Legumes (pulses) including beans, chickpeas and lentils
When you add legumes to meals and snacks, you reduce the overall GI of your diet because your body digests them slowly. So make the most of beans, chickpeas, lentils, and whole and split dried peas.

Nuts
Although nuts are high in fat (averaging around 50 per cent), it is largely unsaturated, so they make a healthy substitute for foods such as biscuits, cakes, pastries, potato chips and chocolate. They also contain relatively little carbohydrate, so most do not have a GI value. Peanuts (actually a legume) and cashews have very low GI values.
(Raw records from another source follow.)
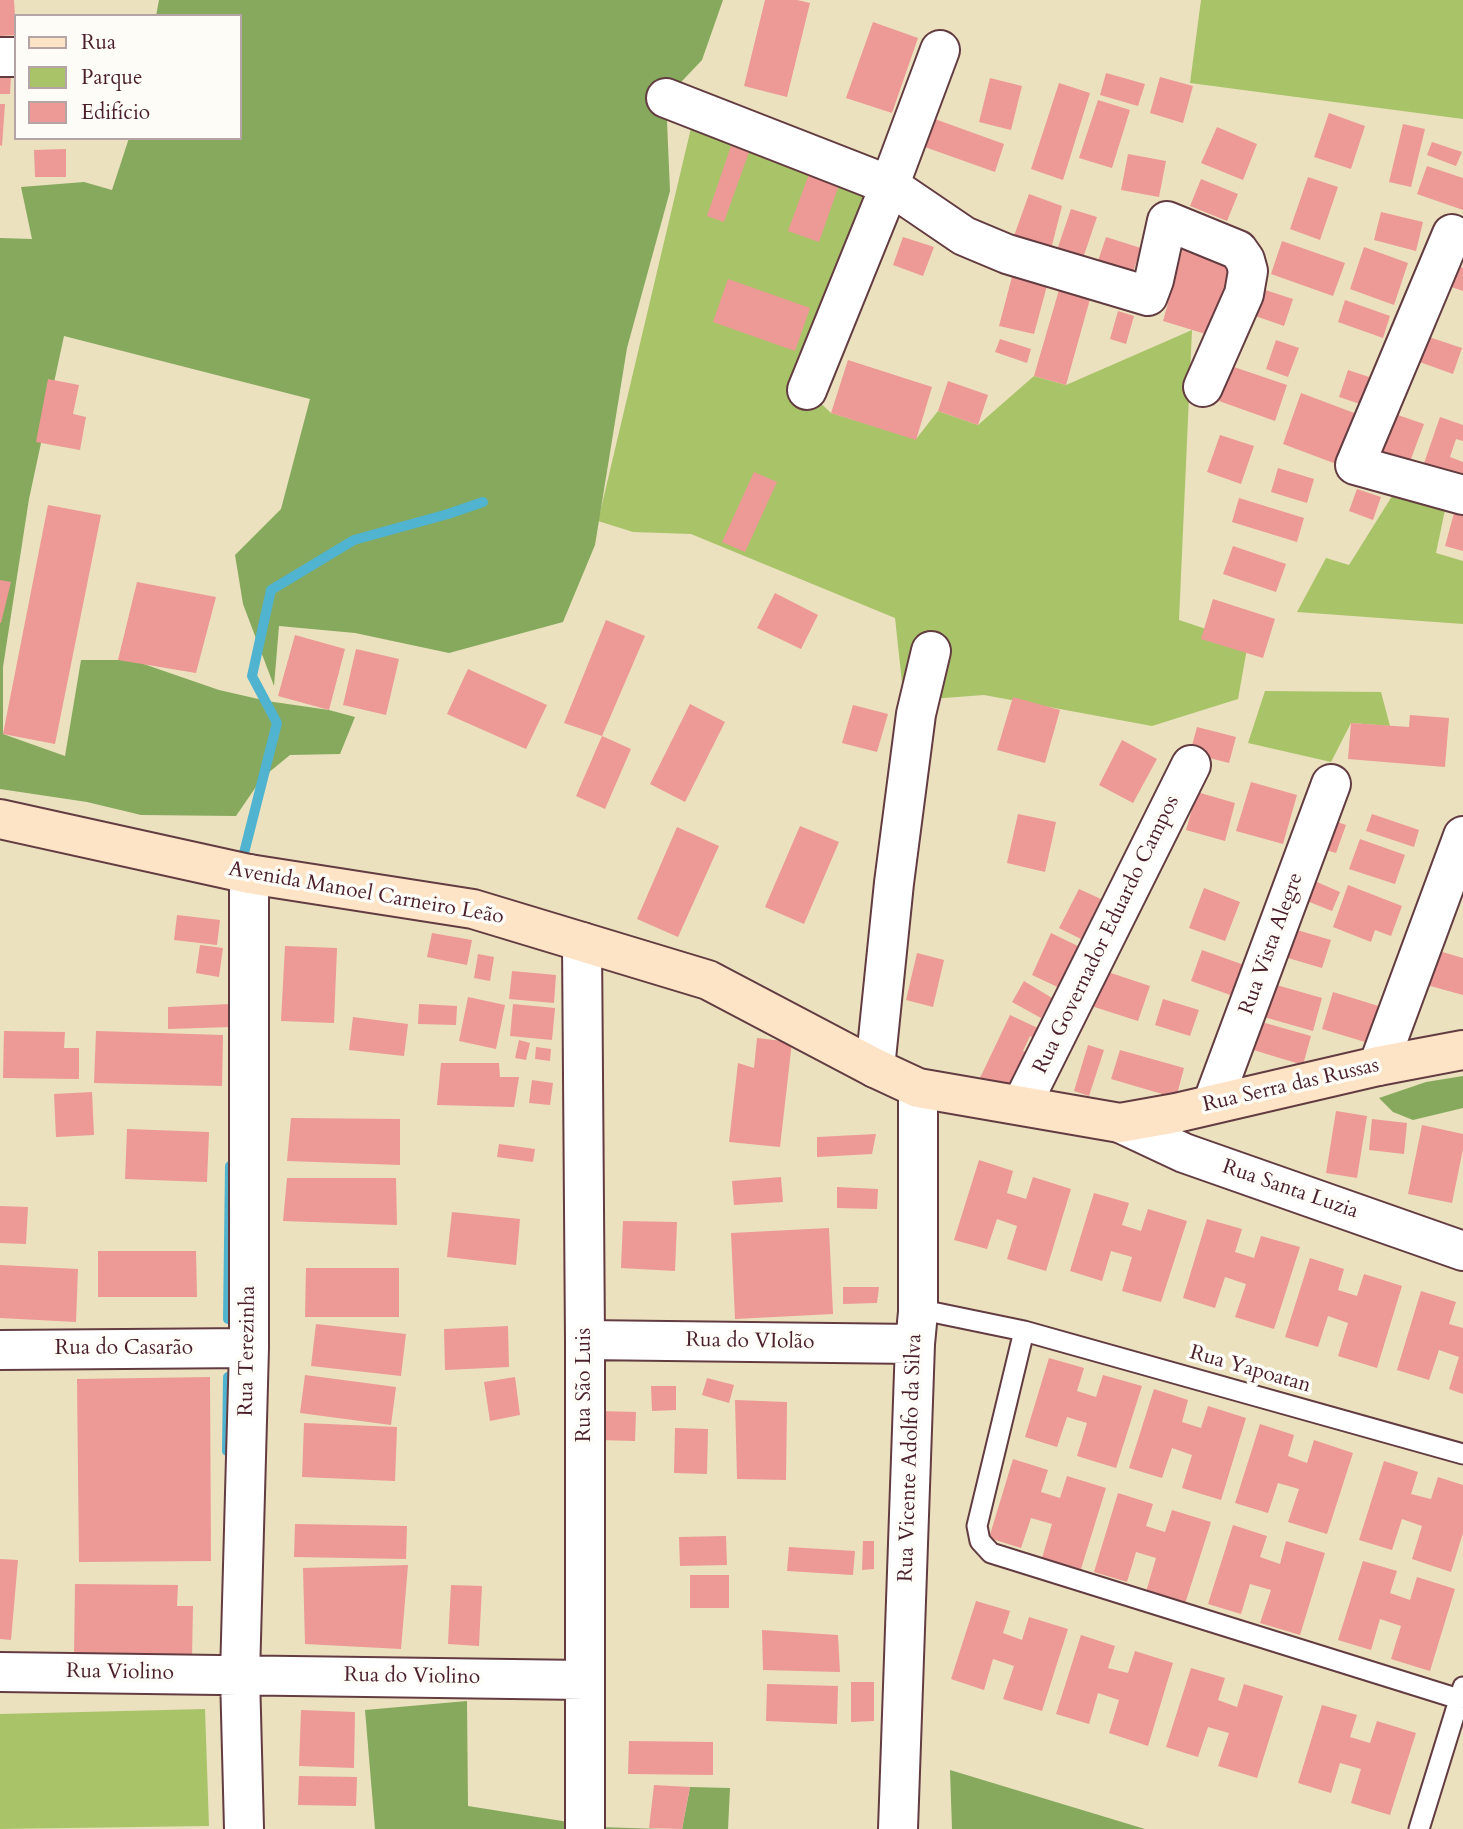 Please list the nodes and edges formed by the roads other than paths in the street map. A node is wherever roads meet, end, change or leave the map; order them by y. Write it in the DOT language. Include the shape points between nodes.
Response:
graph roads {
  1 [pos="940,50"];
  2 [pos="666,98"];
  3 [pos="889,186"];
  4 [pos="1452,234"];
  5 [pos="1203,387"];
  6 [pos="807,390"];
  7 [pos="1463,495"];
  8 [pos="931,650"];
  9 [pos="1191,765"];
  10 [pos="1331,784"];
  11 [pos="0,819"];
  12 [pos="1463,836"];
  13 [pos="250,874"];
  14 [pos="582,942"];
  15 [pos="1463,1050"];
  16 [pos="1378,1066"];
  17 [pos="874,1068"];
  18 [pos="918,1088"];
  19 [pos="1022,1104"];
  20 [pos="1212,1104"];
  21 [pos="1120,1123"];
  22 [pos="1463,1251"];
  23 [pos="923,1323"];
  24 [pos="1024,1331"];
  25 [pos="586,1340"];
  26 [pos="249,1348"];
  27 [pos="0,1350"];
  28 [pos="1463,1454"];
  29 [pos="0,1672"];
  30 [pos="240,1675"];
  31 [pos="584,1680"];
  32 [pos="1461,1693"];
  33 [pos="244,1829"];
  34 [pos="585,1829"];
  35 [pos="898,1829"];
  36 [pos="1419,1829"];
  1 -- 3 [label="street"];
  2 -- 3 [label="street"];
  3 -- 5 [label="street" via="964,236 1007,254 1148,296 1167,221 1238,250 1248,271 1244,294"];
  3 -- 6 [label="street"];
  4 -- 7 [label="street" via="1355,465"];
  8 -- 17 [label="street" via="915,724"];
  9 -- 19 [label="street, Rua Governador Eduardo Campos"];
  10 -- 20 [label="street, Rua Vista Alegre"];
  11 -- 13 [label="main road, Avenida Manoel Carneiro Leão"];
  12 -- 16 [label="street"];
  13 -- 14 [label="main road, Avenida Manoel Carneiro Leão" via="473,909"];
  13 -- 26 [label="street, Rua Terezinha"];
  14 -- 17 [label="main road, Avenida Manoel Carneiro Leão" via="708,980"];
  14 -- 25 [label="street, Rua São Luis"];
  15 -- 16 [label="main road, Rua Serra das Russas"];
  16 -- 20 [label="main road, Rua Serra das Russas"];
  17 -- 18 [label="main road, Avenida Manoel Carneiro Leão"];
  18 -- 19 [label="main road, Avenida Manoel Carneiro Leão"];
  18 -- 23 [label="street, Rua Vicente Adolfo da Silva"];
  19 -- 21 [label="main road, Avenida Manoel Carneiro Leão"];
  20 -- 21 [label="main road, Rua Serra das Russas"];
  21 -- 22 [label="street, Rua Santa Luzia" via="1184,1153"];
  23 -- 24 [label="lane, Rua Yapoatan"];
  23 -- 25 [label="street, Rua do VIolão"];
  23 -- 35 [label="street, Rua Vicente Adolfo da Silva"];
  24 -- 28 [label="lane, Rua Yapoatan"];
  24 -- 32 [label="lane" via="976,1526 980,1541 991,1553"];
  25 -- 31 [label="street, Rua São Luis"];
  26 -- 27 [label="street, Rua do Casarão"];
  26 -- 30 [label="street, Rua Terezinha"];
  29 -- 30 [label="street, Rua Violino"];
  30 -- 31 [label="street, Rua do Violino"];
  30 -- 33 [label="street, Rua Terezinha"];
  31 -- 34 [label="street, Rua São Luis"];
  32 -- 36 [label="lane"];
} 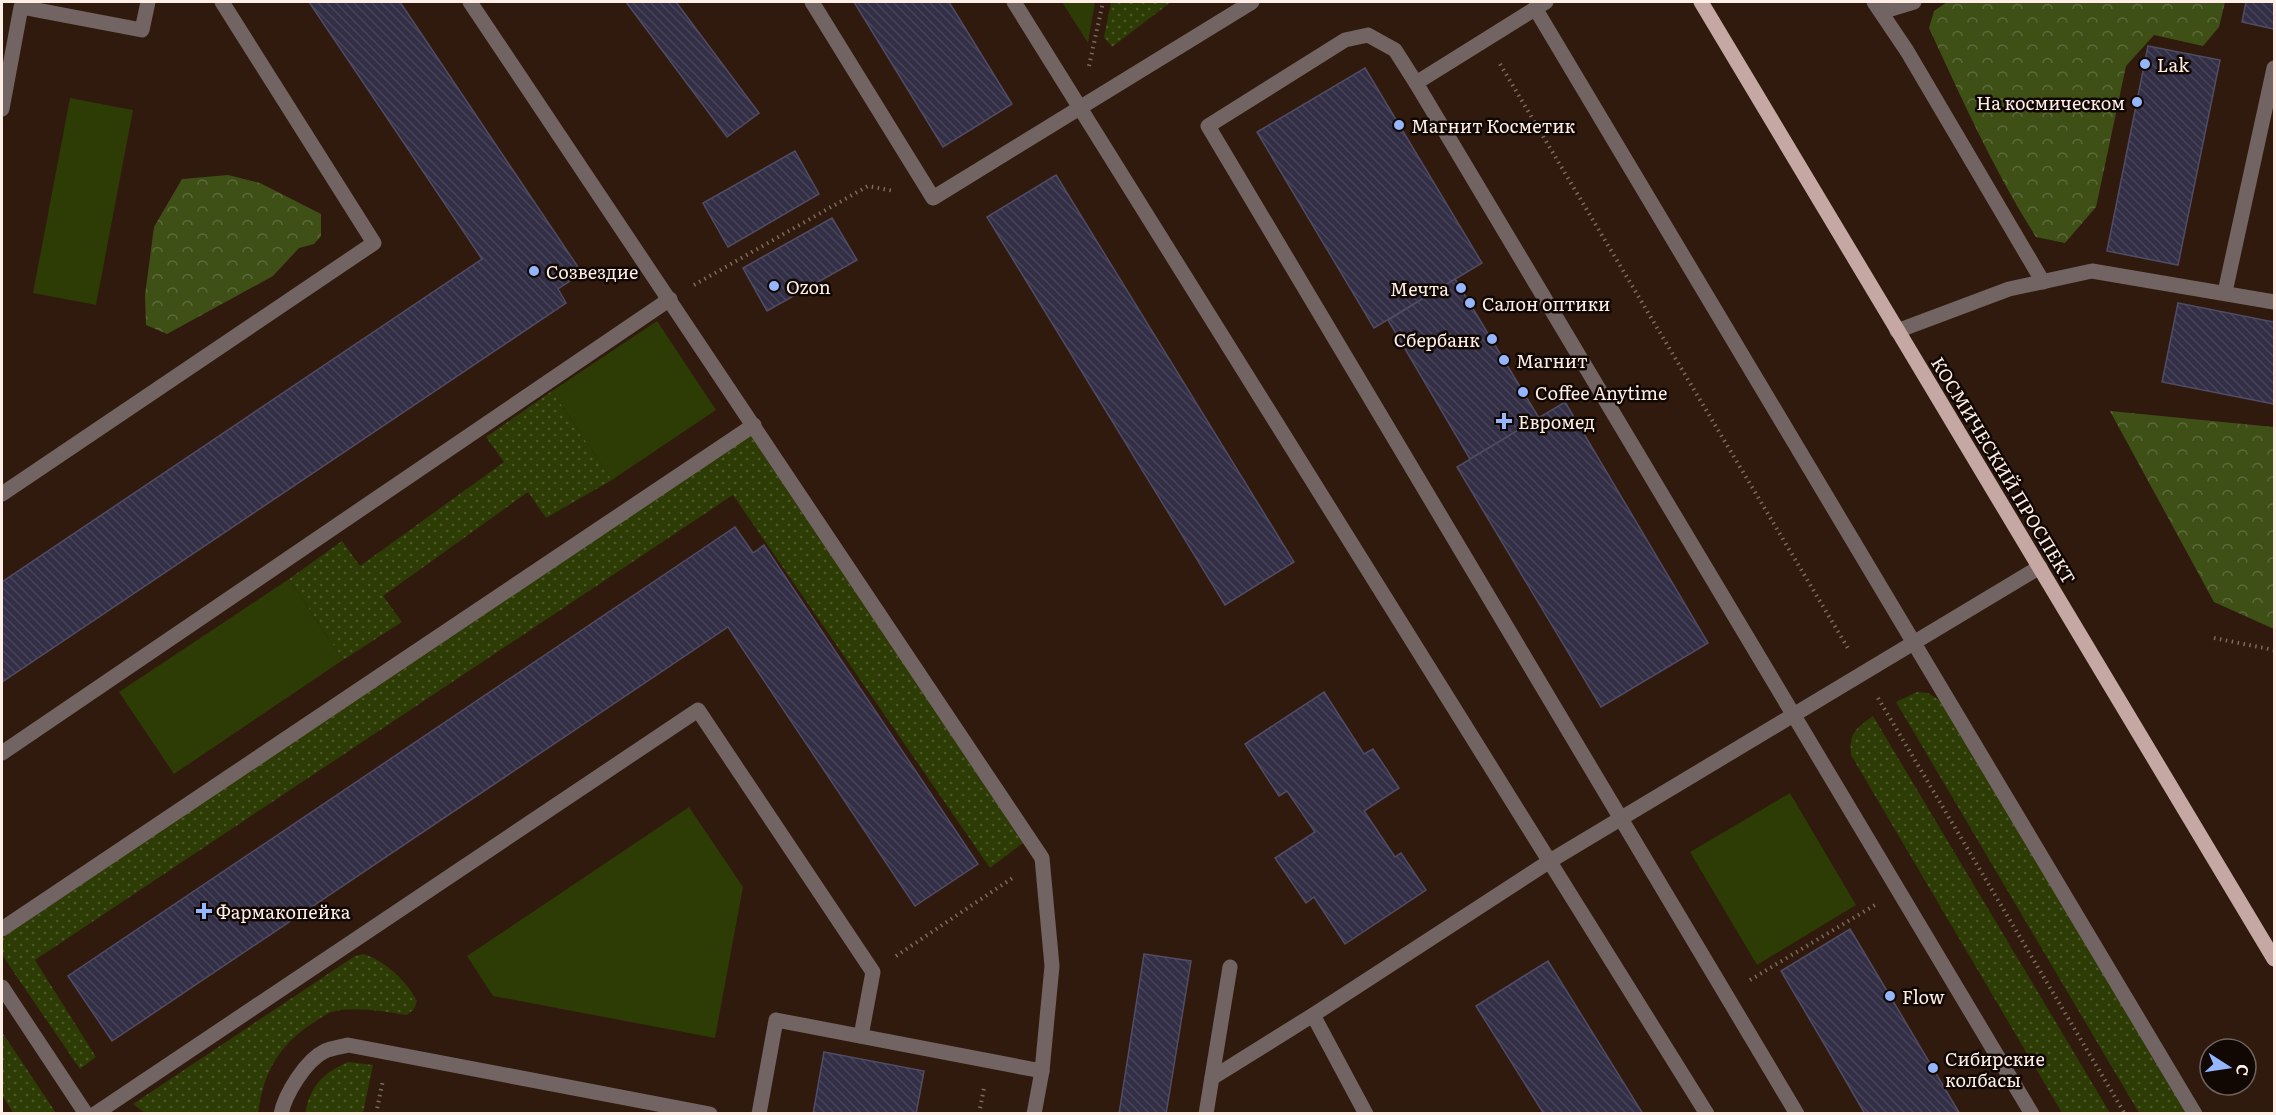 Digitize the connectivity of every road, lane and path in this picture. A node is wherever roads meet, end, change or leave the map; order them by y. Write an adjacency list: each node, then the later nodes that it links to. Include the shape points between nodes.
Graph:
1 (148, 2): 16 (street, via 142,30 21,7)
2 (222, 2): 24 (street, via 374,243)
3 (470, 2): 20 (street)
4 (812, 2): 17 (street)
5 (1014, 2): 15 (street)
6 (1103, 2): 15 (path)
7 (1252, 2): 15 (street)
8 (1701, 2): 22 (main road, КОСМИЧЕСКИЙ ПРОСПЕКТ)
9 (1914, 2): 11 (street)
10 (1540, 5): 12 (street); 27 (street)
11 (1877, 7): 18 (street)
12 (1486, 40): 14 (street); 29 (path)
13 (2274, 68): 19 (street)
14 (1416, 82): 30 (street); 32 (street, via 1395,50 1368,35 1345,40 1208,126)
15 (1080, 108): 17 (street); 34 (street)
16 (2, 109)
17 (933, 198): 20 (path, via 868,186)
18 (2043, 282): 19 (street, via 2092,271); 22 (street, via 2009,289)
19 (2225, 292): 21 (street)
20 (670, 300): 23 (street); 31 (street)
21 (2274, 302)
22 (1897, 331): 25 (main road, КОСМИЧЕСКИЙ ПРОСПЕКТ)
23 (753, 425): 33 (street); 36 (street)
24 (2, 494)
25 (2040, 567): 27 (street); 37 (main road, КОСМИЧЕСКИЙ ПРОСПЕКТ)
26 (2214, 639): 28 (path)
27 (1914, 642): 29 (street); 58 (street)
28 (2274, 650)
29 (1863, 674): 30 (street); 57 (path)
30 (1794, 714): 32 (street); 35 (street)
31 (2, 753)
32 (1621, 818): 34 (street); 41 (street)
33 (1042, 858): 39 (path); 44 (street, via 1052,966)
34 (1550, 861): 42 (street); 54 (street)
35 (1899, 891): 41 (path); 56 (street)
36 (2, 929)
37 (2274, 959)
38 (1230, 967): 45 (street)
39 (873, 972): 43 (street); 47 (street, via 698,710)
40 (2, 987): 46 (street)
41 (1726, 994): 55 (street)
42 (1313, 1015): 45 (street); 53 (street)
43 (861, 1036): 44 (street); 50 (street, via 776,1020)
44 (1042, 1071): 51 (street)
45 (1212, 1078): 52 (street)
46 (86, 1113)
47 (95, 1113)
48 (281, 1113): 49 (street, via 299,1075 323,1052 348,1045)
49 (710, 1113)
50 (759, 1113)
51 (1034, 1113)
52 (1206, 1113)
53 (1366, 1113)
54 (1707, 1113)
55 (1797, 1113)
56 (2032, 1113)
57 (2125, 1113)
58 (2195, 1113) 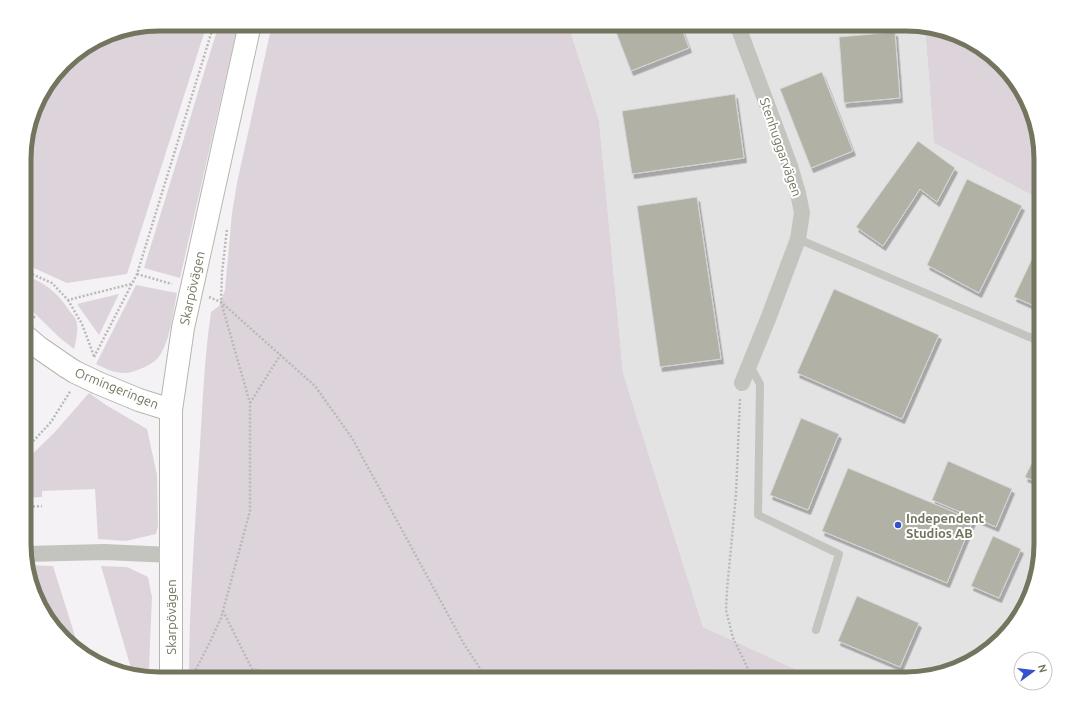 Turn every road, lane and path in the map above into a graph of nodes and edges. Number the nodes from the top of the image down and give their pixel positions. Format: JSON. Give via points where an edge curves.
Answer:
{"nodes":[{"id":1,"x":212,"y":31,"type":"edge"},
{"id":2,"x":248,"y":31,"type":"edge"},
{"id":3,"x":740,"y":31,"type":"edge"},
{"id":4,"x":798,"y":239,"type":"junction"},
{"id":5,"x":31,"y":274,"type":"edge"},
{"id":6,"x":137,"y":274,"type":"junction"},
{"id":7,"x":132,"y":284,"type":"junction"},
{"id":8,"x":179,"y":286,"type":"dead end"},
{"id":9,"x":206,"y":296,"type":"dead end"},
{"id":10,"x":68,"y":300,"type":"junction"},
{"id":11,"x":222,"y":302,"type":"junction"},
{"id":12,"x":1034,"y":339,"type":"edge"},
{"id":13,"x":31,"y":341,"type":"edge"},
{"id":14,"x":281,"y":354,"type":"junction"},
{"id":15,"x":749,"y":365,"type":"junction"},
{"id":16,"x":70,"y":376,"type":"junction"},
{"id":17,"x":742,"y":383,"type":"joint"},
{"id":18,"x":250,"y":404,"type":"junction"},
{"id":19,"x":171,"y":410,"type":"junction"},
{"id":20,"x":31,"y":444,"type":"edge"},
{"id":21,"x":42,"y":506,"type":"dead end"},
{"id":22,"x":31,"y":507,"type":"edge"},
{"id":23,"x":32,"y":554,"type":"edge"},
{"id":24,"x":172,"y":556,"type":"junction"},
{"id":25,"x":223,"y":611,"type":"junction"},
{"id":26,"x":816,"y":630,"type":"dead end"},
{"id":27,"x":171,"y":672,"type":"edge"},
{"id":28,"x":195,"y":672,"type":"edge"},
{"id":29,"x":264,"y":672,"type":"edge"},
{"id":30,"x":482,"y":672,"type":"edge"},
{"id":31,"x":750,"y":672,"type":"edge"}],
"edges":[{"from":1,"to":6,"type":"path"},
{"from":2,"to":19,"type":"street","name":"Skarpövägen","via":[[183,328]]},
{"from":3,"to":4,"type":"street","name":"Stenhuggarvägen","via":[[798,194],[802,213]]},
{"from":4,"to":12,"type":"lane"},
{"from":4,"to":15,"type":"street","name":"Stenhuggarvägen"},
{"from":5,"to":10,"type":"path","via":[[52,283]]},
{"from":6,"to":7,"type":"path"},
{"from":6,"to":8,"type":"path"},
{"from":7,"to":10,"type":"path"},
{"from":7,"to":10,"type":"path","via":[[94,357],[82,324]]},
{"from":9,"to":11,"type":"path"},
{"from":11,"to":14,"type":"path"},
{"from":11,"to":18,"type":"path"},
{"from":13,"to":16,"type":"street","name":"Ormingeringen"},
{"from":14,"to":18,"type":"path"},
{"from":14,"to":30,"type":"path","via":[[315,386],[352,438],[464,644]]},
{"from":15,"to":17,"type":"street","name":"Stenhuggarvägen"},
{"from":15,"to":26,"type":"lane","via":[[760,384],[758,515],[839,554]]},
{"from":16,"to":19,"type":"street","name":"Ormingeringen","bridge":true,"via":[[75,372],[140,400]]},
{"from":16,"to":20,"type":"path","via":[[51,422]]},
{"from":17,"to":31,"type":"path","via":[[726,610],[733,638]]},
{"from":18,"to":25,"type":"path","via":[[250,511]]},
{"from":19,"to":24,"type":"street","name":"Skarpövägen"},
{"from":21,"to":22,"type":"path"},
{"from":23,"to":24,"type":"street","via":[[104,552]]},
{"from":24,"to":27,"type":"street","name":"Skarpövägen"},
{"from":25,"to":28,"type":"path"},
{"from":25,"to":29,"type":"path","via":[[252,670]]}]}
Low fat dairy foods and calcium-enriched soy products
Low fat milk, yoghurt and ice-cream or soy alternatives provide sustained energy, boosting your calcium intake but not your saturated fat intake. Check the labels of yoghurts, icecream and soymilks as many contain wheat-based thickeners. If lactose intolerance is a problem, reach for live cultured yoghurts and lactose-hydrolysed milks. Even ice-cream can be enjoyed if you ingest a few drops of lactase enzyme first.

Is a low GI diet suitable for vegetarians?

The low GI diet is just as easy for a vegetarian to follow – in fact, teaching vegetarians to follow the low GI diet can be easier because most are eating many of the best low GI foods already. For the vegetarian, the same principles apply: substitute your plant protein sources for the meat. Eat more beans, lentils and other legumes – all among the lowest GI foods we have tested. Quorn is also a great meat substitute with no GI as it has almost no carbohydrate (2 g/100 g).

Some additional points:

  • The GI only applies to foods containing significant amounts of carbohydrate. Most vegetables have small amounts of carbohydrate and those that provide more usually have a low GI, with the exception of potatoes. You can therefore tuck into your veggies without considering the GI for every one – and benefit from antioxidants and all the micronutrients they supply!
  • Legumes should be a daily part of any vegetarian diet for your protein – happily these are also a mainstay of a low GI diet.
  • Almost every low GI food we talk about in the book is suitable as part of a vegetarian diet. Animal products are usually high in fat, protein or both and therefore do not have a GI.
  • The range of protein and carb intake that is healthy is fairly broad – as a vegetarian you will inevitable have a higher carb intake and slightly lower protein intake. This makes the GI important for you but easy to adapt if you choose wholegrain cereal products and legumes as your carbohydrate base.
  • Coffee has no carbohydrate (unless you add sugar and/or milk and the GI response comes from these foods) and hence it is not in the GI tables. Neither does it contain calories so has little impact on weight control.